Les situations reconnues par l’administration fiscale comme justifications valables incluent :
- Un emploi du conjoint situé dans une autre zone géographique, rendant le rapprochement impossible sans perte de revenu pour le foyer
- Des contraintes liées à la scolarité des enfants dans un établissement spécialisé éloigné
- Un état de santé nécessitant la proximité d’un centre de soins particulier
- La précarité ou la spécificité de l’emploi (CDD, mutation récente) qui rend le déménagement disproportionné
Le contribuable doit mentionner le motif dans la rubrique dédiée de la déclaration. Sans justification, l’administration ramène la distance à 40 km lors d’un contrôle.
Barème kilométrique 2026 des deux-roues et vélos
Les concurrents se concentrent sur l’automobile, mais le barème fiscal couvre aussi les motos, scooters, cyclomoteurs et vélos. Voici les coefficients pour les cyclomoteurs (cylindrée inférieure ou égale à 50 cm3) :
| Distance | Formule cyclomoteurs |
|---|---|
| Jusqu’à 3 000 km | d x 0,315 |
| De 3 001 à 6 000 km | (d x 0,079) + 711 |
| Au-delà de 6 000 km | d x 0,198 |
Pour les motos et scooters de plus de 50 cm3, des barèmes distincts s’appliquent selon la puissance fiscale du véhicule. La majoration de 20 % pour les véhicules électriques vaut aussi pour les deux-roues.
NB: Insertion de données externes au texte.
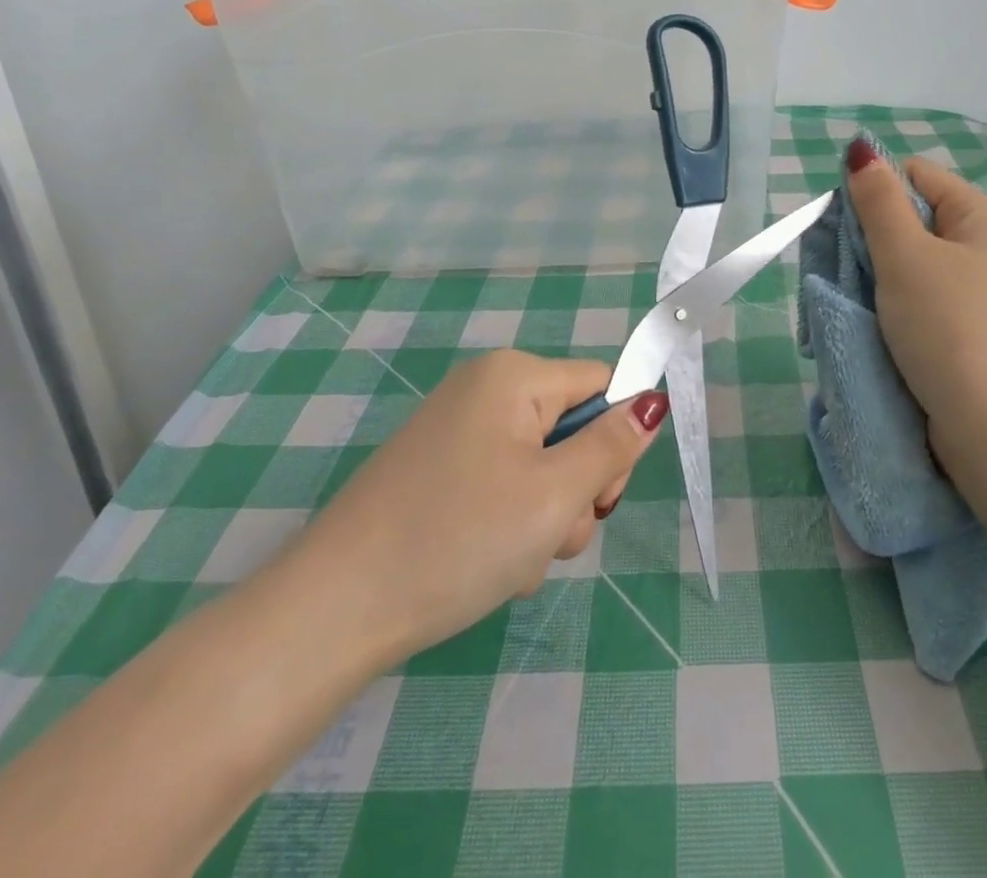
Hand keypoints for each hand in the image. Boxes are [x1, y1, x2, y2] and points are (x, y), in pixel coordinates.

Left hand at [293, 350, 668, 666]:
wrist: (335, 610)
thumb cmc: (458, 539)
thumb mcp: (554, 495)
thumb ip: (611, 447)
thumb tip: (651, 402)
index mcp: (514, 376)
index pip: (601, 385)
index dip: (614, 440)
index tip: (600, 498)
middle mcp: (484, 389)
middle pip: (570, 429)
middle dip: (575, 490)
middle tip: (551, 538)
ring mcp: (457, 431)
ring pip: (539, 466)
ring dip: (545, 518)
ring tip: (514, 563)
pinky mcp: (438, 470)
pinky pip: (502, 485)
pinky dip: (510, 525)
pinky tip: (489, 567)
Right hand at [847, 151, 986, 486]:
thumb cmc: (952, 331)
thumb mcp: (906, 256)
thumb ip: (878, 200)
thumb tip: (861, 149)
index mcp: (981, 218)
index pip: (915, 176)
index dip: (875, 192)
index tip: (847, 230)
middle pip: (913, 222)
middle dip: (873, 242)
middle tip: (848, 273)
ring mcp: (981, 297)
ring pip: (913, 268)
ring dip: (879, 283)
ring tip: (861, 307)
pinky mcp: (971, 337)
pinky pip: (923, 306)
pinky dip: (897, 314)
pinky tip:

Le vélo, y compris à assistance électrique, peut donner lieu à une déduction au titre des frais réels. Le barème spécifique au vélo reste peu utilisé par les déclarants, mais il existe et couvre l’usure, l’entretien et les accessoires liés au déplacement professionnel.
Changement de véhicule en cours d’année : le calcul à ne pas rater
Un salarié qui change de voiture au cours de l’année fiscale doit appliquer le barème séparément pour chaque véhicule. La puissance fiscale du premier véhicule s’applique aux kilomètres parcourus avec celui-ci, puis celle du second pour le reste de l’année.
Les deux calculs sont additionnés sur la déclaration, chacun avec sa propre tranche kilométrique. Appliquer la puissance du véhicule le plus récent à l’ensemble du kilométrage annuel constitue une erreur qui peut déclencher un redressement.
Le gel du barème kilométrique pour 2026 signifie que les salariés à revenus constants et kilométrage stable verront leur déduction rester identique à l’année précédente. L’écart de rentabilité entre frais réels et forfait de 10 % ne bouge donc pas non plus. Le seul levier supplémentaire reste le passage à un véhicule électrique, dont la majoration de 20 % peut suffire à faire basculer l’arbitrage fiscal en faveur des frais réels.